Kontradiksi yang melekat ini nyata sekali, tetapi tidak terlalu nyata bagi mereka yang telah menjadi mangsa korban rekayasa-rekayasa Kristen. Afrika memang lugu, dan lebih lugu sekarang dibandingkan dua ratus tahun lalu. Masyarakat Afrika masih tidak menyadari perbuatan memperbudak mereka secara politik maupun ekonomi melalui sistim neo-kolonialisme yang tidak tampak dan dikendalikan jarak jauh. Mereka tetap tidak merasakan bahwa bagi mereka Kristen hanyalah suatu alat penjajahan.

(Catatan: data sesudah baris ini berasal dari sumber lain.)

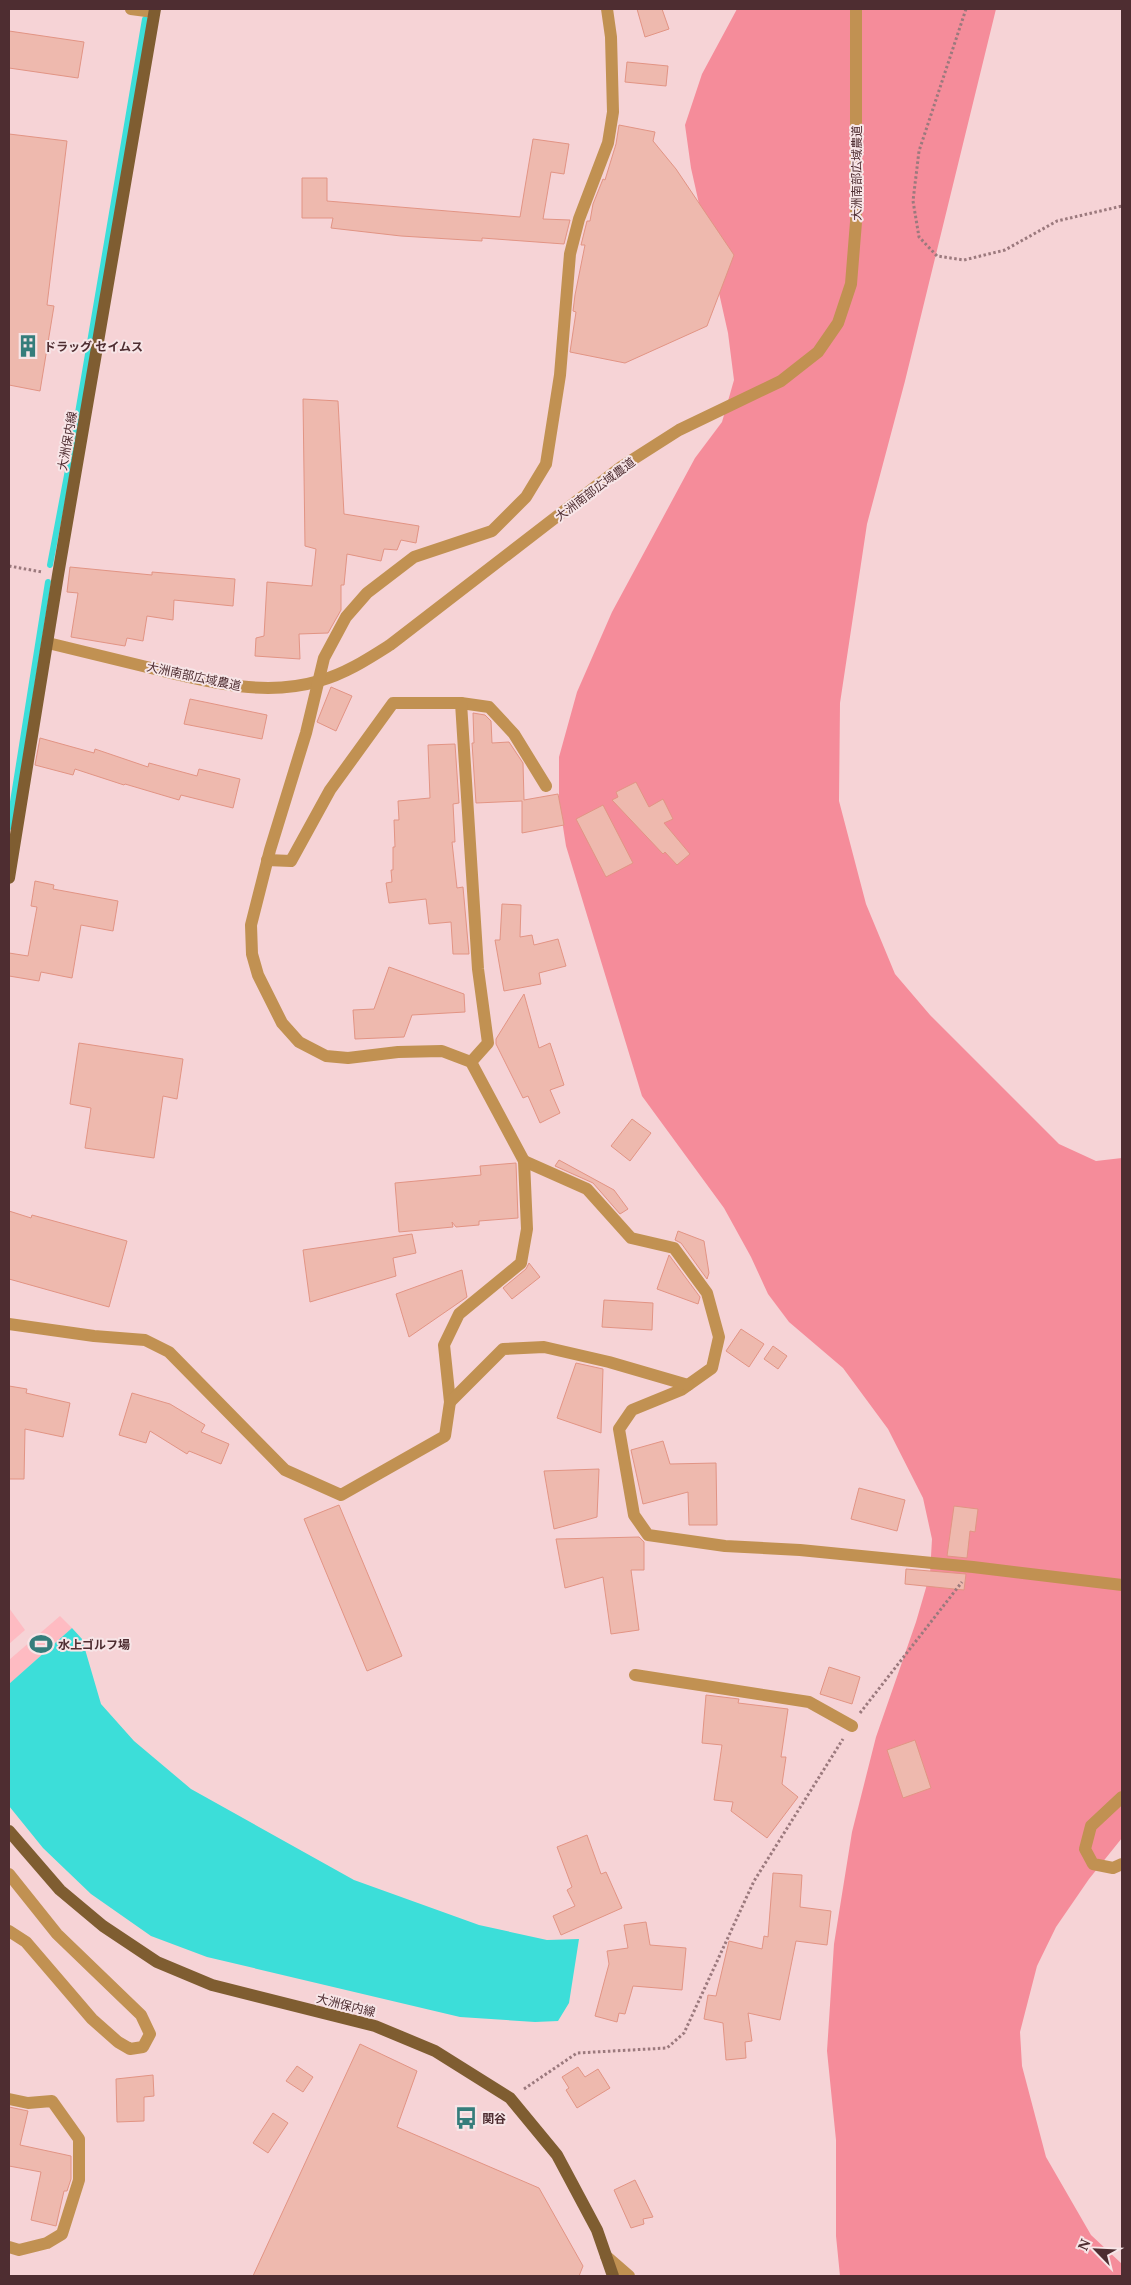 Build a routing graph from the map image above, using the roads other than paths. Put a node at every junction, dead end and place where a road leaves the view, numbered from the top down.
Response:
1 (131, 9) edge
2 (607, 9) edge
3 (856, 9) edge
4 (155, 10) edge
5 (48, 643) junction
6 (319, 682) junction
7 (461, 703) junction
8 (546, 786) dead end
9 (267, 860) junction
10 (9, 878) edge
11 (471, 1062) junction
12 (524, 1161) junction
13 (9, 1324) edge
14 (688, 1385) junction
15 (450, 1402) junction
16 (1122, 1585) edge
17 (635, 1675) dead end
18 (852, 1726) road end
19 (1122, 1797) edge
20 (9, 1831) edge
21 (1122, 1864) edge
22 (9, 1874) edge
23 (9, 1931) edge
24 (9, 2100) edge
25 (9, 2247) edge
26 (606, 2256) junction
27 (613, 2276) edge
28 (629, 2276) edge

1 - 4 street
2 - 6 street
3 - 6 street, 大洲南部広域農道
4 - 5 main road, 大洲保内線
5 - 6 street, 大洲南部広域農道
5 - 10 main road, 大洲保内線
6 - 9 street
7 - 8 street
7 - 9 street
7 - 11 street
9 - 11 street
11 - 12 street
12 - 14 street
12 - 15 street
13 - 15 street
14 - 15 street
14 - 16 street
17 - 18 street
19 - 21 street
20 - 26 main road, 大洲保内線
22 - 23 street
24 - 25 street
26 - 27 main road, 大洲保内線
26 - 28 street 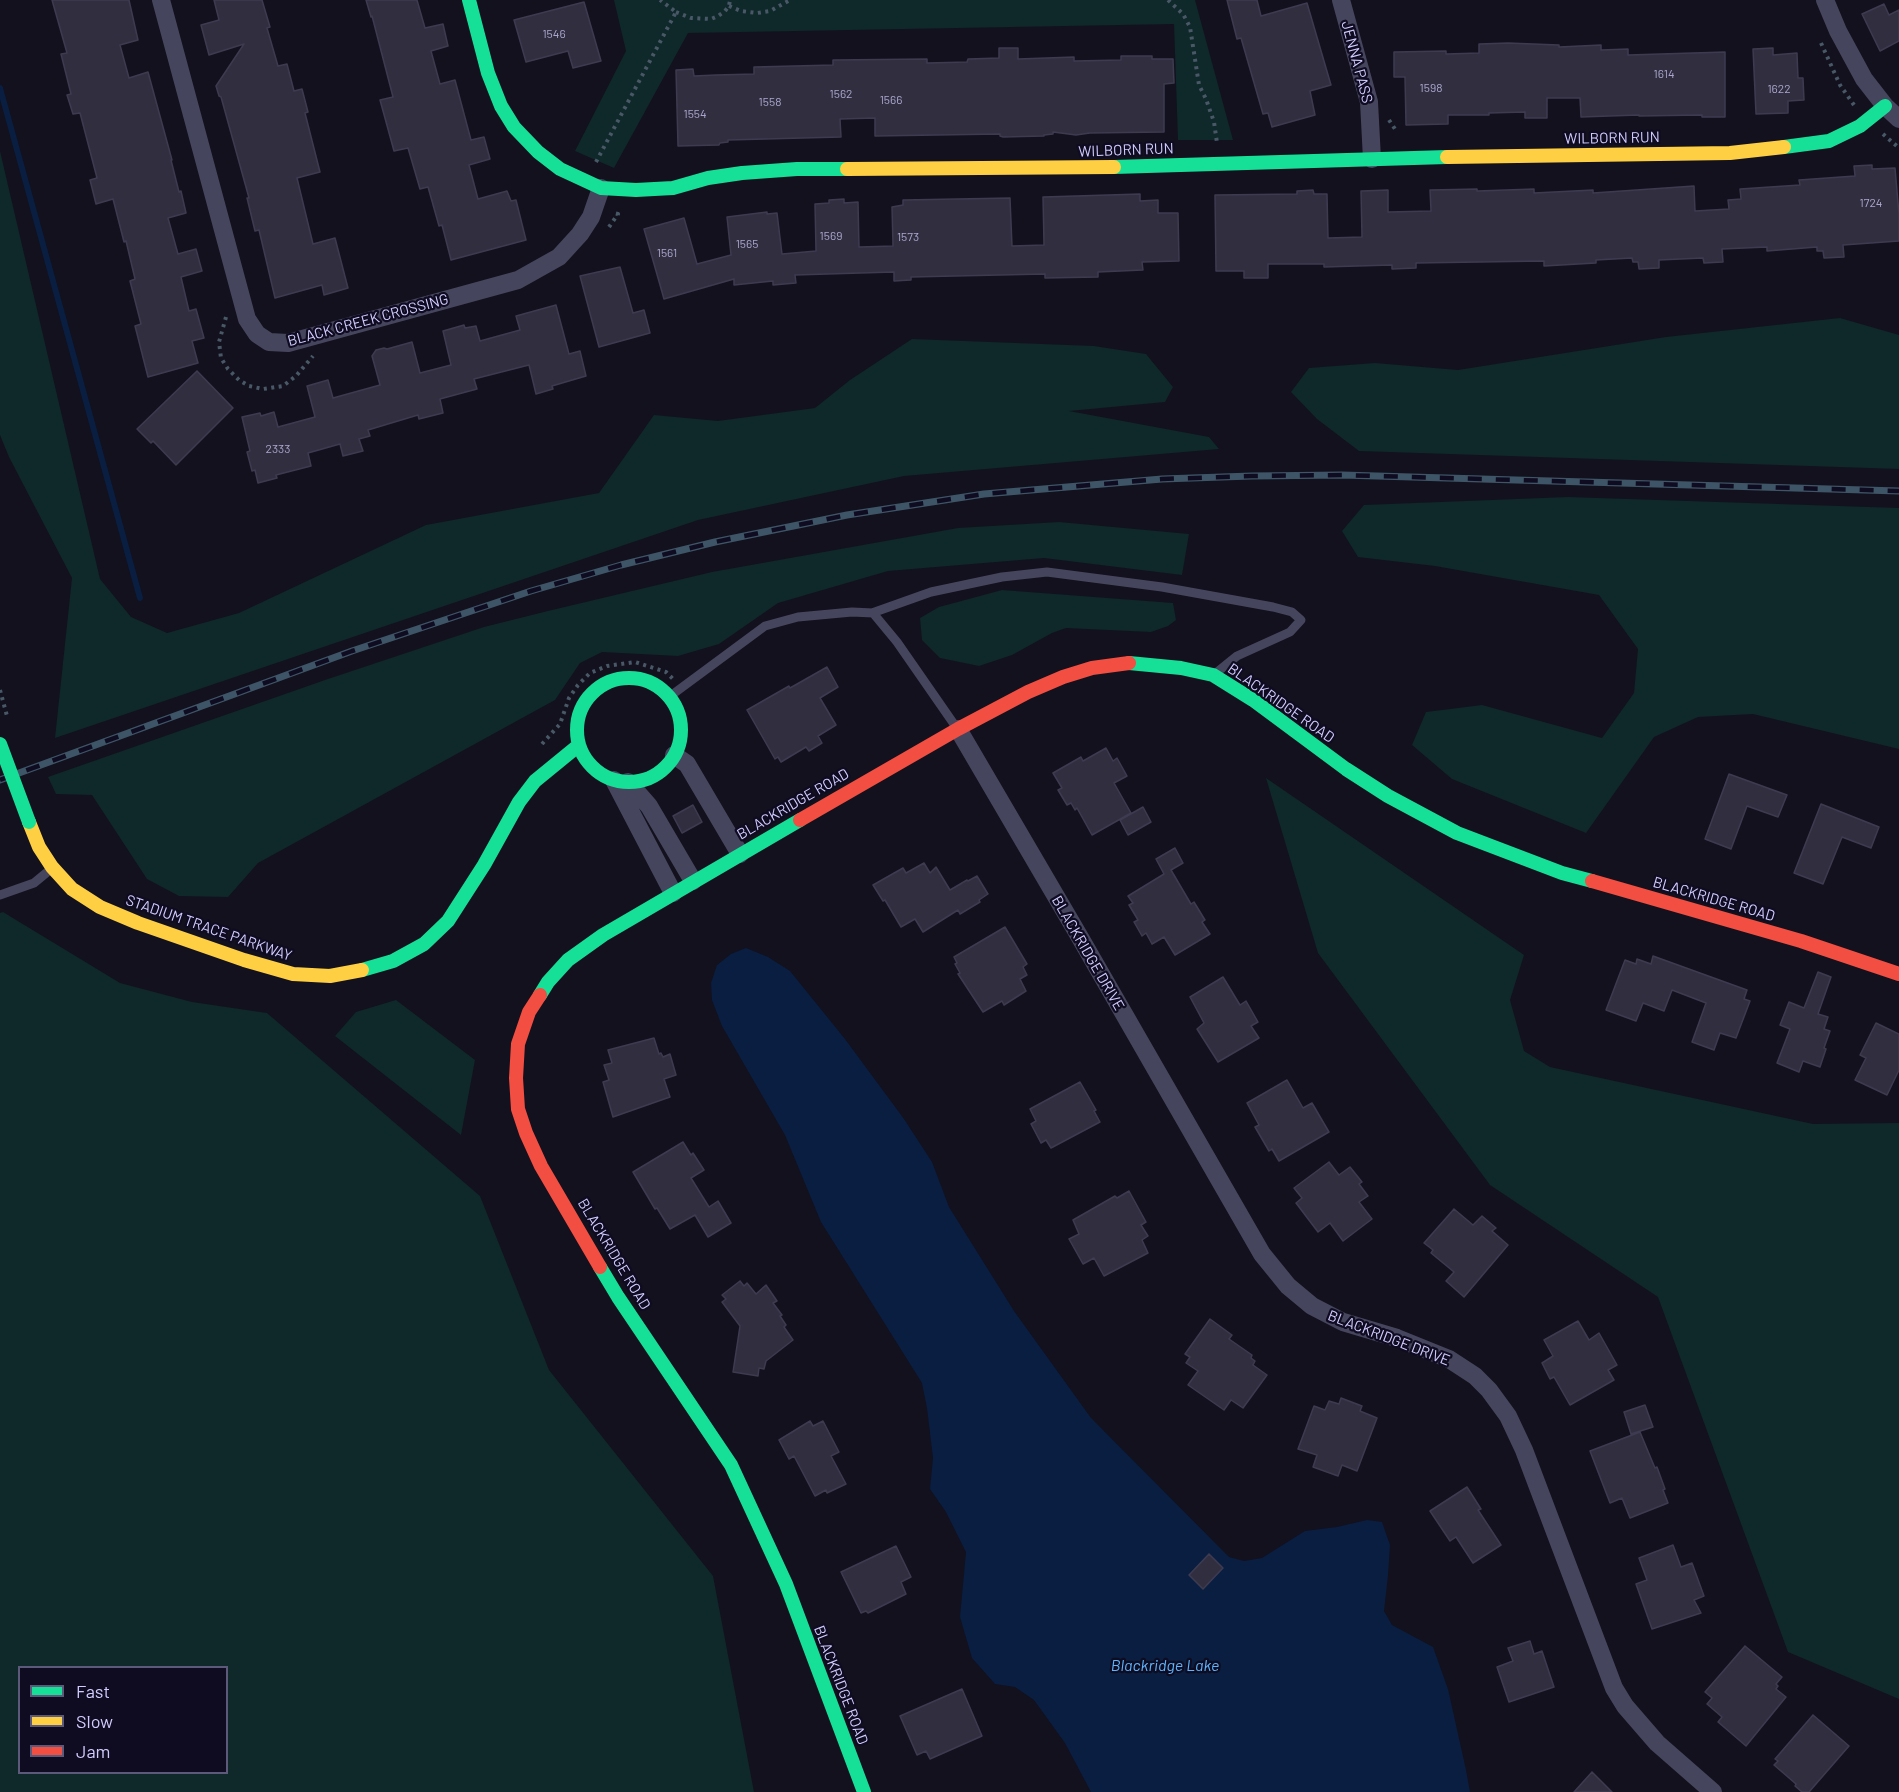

Seperti opium yang telah membuat mereka terleria dalam tidur nyenyak tanpa sadar. Hal itu memberikan rasa keterikatan mereka yang keliru terhadap para penguasa mereka dalam menikmati bersama paling tidak sesuatu pada landasan yang setara dengan mereka Dalam makna keterikatan seperti itulah mereka telah digiring untuk meniru gaya hidup Barat yang sangat mahal. Pohon-pohon tetap tertanam dinegeri-negeri asing, tetapi hanya buah-buah saja yang diangkut kepada orang-orang yang telah ketagihan terhadap rasa buah tersebut. Inilah sebuah gambaran kecil bagaimana Kristen selamanya telah menjadi sangat dibutuhkkan bagi imperial Barat dan penjajahan ekonomi Dunia Ketiga.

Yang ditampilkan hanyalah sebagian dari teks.